Romanian artist (1937–2022)

Henry Mavrodin (31 July 1937 – 17 May 2022) was a Romanian painter, designer, essayist, and university teacher.
He was born in Bucharest, Romania, on 31 July 1937, and died on 17 May 2022, at the age of 84.

==Formation==
- 1953–1957 Secondary School of Fine Arts – Bucharest, Romania
- 1957–1963 attends the courses of the Bucharest National University of Arts, in the class of master Corneliu Baba

==University activity==
- 1991–2001 Professor at the Bucharest National University of Arts (gave courses on drawing and painting).
- 1996–2001 Dean of the Faculty of Theory and History of Art at the University of Fine Arts in Bucharest.
- 2001–2006 Professor at National University of Theatre and Film in Bucharest
- 1996–1999 PhD in the aesthetics of visual arts with the Glaucon thesis or the prestige of the artist in the Ideal City

==Personal exhibitions==
- 1971 Galleria Internazionale d'arte La chiocciola/La chiocciola International Art Gallery Padova, Italy.
- 1972 Galleria d'arte Viotti, Turin, Italy /Viotti Art Gallery, Turin, Italy.
- 1975 Retrospective at the University Cultural Center, Pordenone, Italy.
- 1989 20 years of painting in Italy, Castle in Bazzano, Bazzano city under the patronage of City, Civic and Archaeological Museum, Bazzano, Italy.
- 1998 National Museum of Arts of Romania, Bucharest.
- 1998 Mavrodin and his students, Catacomb Gallery, Bucharest.
- 1999 Morandi Museum, Bologna, Italy.
- 2005 Exhibition of Henry Mavrodin donation to Moderna Museet, Stockholm, Sweden

==Group exhibitions==
- 1963 Corneliu Baba class promotion exhibition, Dalles Hall, Bucharest.
- 1967 Commemorative exhibition The International Colloquium C. Brancusi, Bucharest, Romania.
- 1966 Group exhibition at Casa Scriitorilor of Bucharest
- 1969 1st International Exhibition of Painting at CagnessurMer, France (prize for Romanian artists).
- 1970 Apollo Gallery, Bucharest.
- 1970 the 35th International Biennale of Arts in Venice, Italy.
- 1974 Represented Italy at the 1st International Exhibition of Glass, Brussels, Belgium.
- 1977 20th International Quadrennial Exhibition, Rome, Italy.
- 1996 Commemorative group exhibition entitled 100 Year Anniversary of the Birth of Tristan Tzara, Bucharest, Dalles exhibition hall.
- 1996 Romanian Arts of the '90s.
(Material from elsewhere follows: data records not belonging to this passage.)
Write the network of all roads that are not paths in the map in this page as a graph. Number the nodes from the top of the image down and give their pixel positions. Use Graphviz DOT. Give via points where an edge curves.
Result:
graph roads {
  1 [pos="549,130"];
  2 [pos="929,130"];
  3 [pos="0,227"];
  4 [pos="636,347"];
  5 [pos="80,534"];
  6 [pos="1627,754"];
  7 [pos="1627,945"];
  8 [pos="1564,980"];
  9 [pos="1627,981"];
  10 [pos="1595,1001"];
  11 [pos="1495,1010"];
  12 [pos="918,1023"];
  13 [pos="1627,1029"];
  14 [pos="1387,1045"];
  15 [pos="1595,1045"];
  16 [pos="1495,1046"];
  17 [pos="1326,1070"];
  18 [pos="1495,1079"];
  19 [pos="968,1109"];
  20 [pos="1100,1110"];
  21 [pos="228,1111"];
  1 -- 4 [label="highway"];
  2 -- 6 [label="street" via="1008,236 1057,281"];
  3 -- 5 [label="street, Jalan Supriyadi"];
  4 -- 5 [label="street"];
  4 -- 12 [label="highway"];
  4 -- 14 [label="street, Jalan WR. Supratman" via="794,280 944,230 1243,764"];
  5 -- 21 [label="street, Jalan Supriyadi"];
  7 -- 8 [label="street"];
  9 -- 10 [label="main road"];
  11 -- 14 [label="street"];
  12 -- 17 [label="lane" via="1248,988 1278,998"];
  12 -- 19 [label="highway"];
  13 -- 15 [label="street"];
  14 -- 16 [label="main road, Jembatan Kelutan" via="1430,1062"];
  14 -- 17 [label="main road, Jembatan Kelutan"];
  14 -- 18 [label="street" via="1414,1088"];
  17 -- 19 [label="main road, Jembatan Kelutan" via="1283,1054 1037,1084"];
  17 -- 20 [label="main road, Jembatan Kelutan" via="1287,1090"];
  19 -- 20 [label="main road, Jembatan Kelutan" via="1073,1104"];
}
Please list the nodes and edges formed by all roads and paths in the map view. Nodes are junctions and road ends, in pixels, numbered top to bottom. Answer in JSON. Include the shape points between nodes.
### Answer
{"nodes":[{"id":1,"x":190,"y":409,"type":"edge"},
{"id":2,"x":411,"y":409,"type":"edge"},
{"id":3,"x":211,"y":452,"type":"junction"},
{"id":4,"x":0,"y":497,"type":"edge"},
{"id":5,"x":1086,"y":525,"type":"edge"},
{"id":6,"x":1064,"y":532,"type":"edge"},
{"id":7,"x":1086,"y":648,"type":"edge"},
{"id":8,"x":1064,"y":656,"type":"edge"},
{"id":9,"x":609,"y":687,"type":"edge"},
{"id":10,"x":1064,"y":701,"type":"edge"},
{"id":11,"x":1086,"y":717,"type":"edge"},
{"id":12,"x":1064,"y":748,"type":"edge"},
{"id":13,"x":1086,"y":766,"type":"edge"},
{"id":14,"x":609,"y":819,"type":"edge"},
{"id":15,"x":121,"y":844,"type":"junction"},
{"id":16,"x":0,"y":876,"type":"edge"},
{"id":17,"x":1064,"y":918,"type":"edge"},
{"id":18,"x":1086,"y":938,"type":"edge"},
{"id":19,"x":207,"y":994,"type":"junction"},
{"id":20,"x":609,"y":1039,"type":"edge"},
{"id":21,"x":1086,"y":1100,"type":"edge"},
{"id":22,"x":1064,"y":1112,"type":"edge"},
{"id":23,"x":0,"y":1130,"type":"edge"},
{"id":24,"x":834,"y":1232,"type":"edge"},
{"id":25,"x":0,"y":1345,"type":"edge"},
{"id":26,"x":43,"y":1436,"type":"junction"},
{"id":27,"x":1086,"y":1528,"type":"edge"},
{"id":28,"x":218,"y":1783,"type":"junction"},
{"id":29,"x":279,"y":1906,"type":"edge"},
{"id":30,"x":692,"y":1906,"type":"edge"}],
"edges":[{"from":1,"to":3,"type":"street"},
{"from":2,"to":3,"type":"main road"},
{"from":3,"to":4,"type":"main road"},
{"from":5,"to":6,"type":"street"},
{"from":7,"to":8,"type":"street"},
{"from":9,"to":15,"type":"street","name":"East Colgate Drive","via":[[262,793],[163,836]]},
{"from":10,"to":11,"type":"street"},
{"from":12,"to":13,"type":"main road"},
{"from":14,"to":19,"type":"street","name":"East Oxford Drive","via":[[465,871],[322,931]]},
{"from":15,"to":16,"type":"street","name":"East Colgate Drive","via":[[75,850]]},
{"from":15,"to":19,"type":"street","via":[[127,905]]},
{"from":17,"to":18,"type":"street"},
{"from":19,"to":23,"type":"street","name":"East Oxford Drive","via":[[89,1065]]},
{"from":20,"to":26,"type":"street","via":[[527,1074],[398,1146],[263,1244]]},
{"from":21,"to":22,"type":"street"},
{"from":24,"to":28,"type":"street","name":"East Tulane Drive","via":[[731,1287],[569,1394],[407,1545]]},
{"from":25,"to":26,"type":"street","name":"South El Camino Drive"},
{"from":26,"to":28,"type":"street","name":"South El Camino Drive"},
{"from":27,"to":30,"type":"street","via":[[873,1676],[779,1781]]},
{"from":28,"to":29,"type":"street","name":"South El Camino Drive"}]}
UnaBisanzio Latina Galleria Bramante, Rome, Italy.
- 1998 Bucarest 2000 Budapest, an exhibition of Romanian contemporary art in Budapest, Hungary.
- 1999 Relationship and heritage exhibition, organized by the Ministry of Culture in Romania and the European Council Kalinderu Hall, Bucharest, Romania.
- 2002 Opere del 900, The Luigi Spazzapan Gallery of Contemporary Art, Gradiscad'Isonzo, Gorizia, Italy.
- 2009 Exhibition Ciubotaru & Mavrodin - object (room Theodor Pallady, Romanian Academy) and the Tower of Babel donation monumental work, the Romanian Academy, financed by Fildas Art

==Awards and orders==
- 1967 The 3rd National Prize for Painting (The Union of Professional Artists in Bucharest, Romania).
- 1968 First Prize, the Golden Medal, at the 1968 International Book Fair, Bucharest, Romania.
- 1968 The 3rd National Prize for Painting (The Union of Professional Artists in Bucharest, Romania).
- 1969 International Festival of Painting Prize Cagnes sur Mer in France (Romanian Pavilion Award).
- 2005 Order of the Star of Italian Solidarity with the rank of Commander, awarded by the President of Italy
- 2015 Grand Prize from the Romanian Fine Artists’ Union (Bucharest, Romania)

==Works in museums==
- Museum of Contemporary Art, Moderna Museet in Stockholm, Sweden

==About art of Henry Mavrodin==
Radu Cornel Constantinescu described Mavrodin's art as "strange, troubling, provocative in respect of time and surroundings" and indicated Mavrodin's "natural pride in the creative professions (only public servants and others of their kind have a claim on mediocrity), and equally natural humility towards the great landmarks in the history of art, which he fatally dreams of achieving and equalling." Mavrodin referenced European paintings of the past in his work and considered the values and questions they evoked.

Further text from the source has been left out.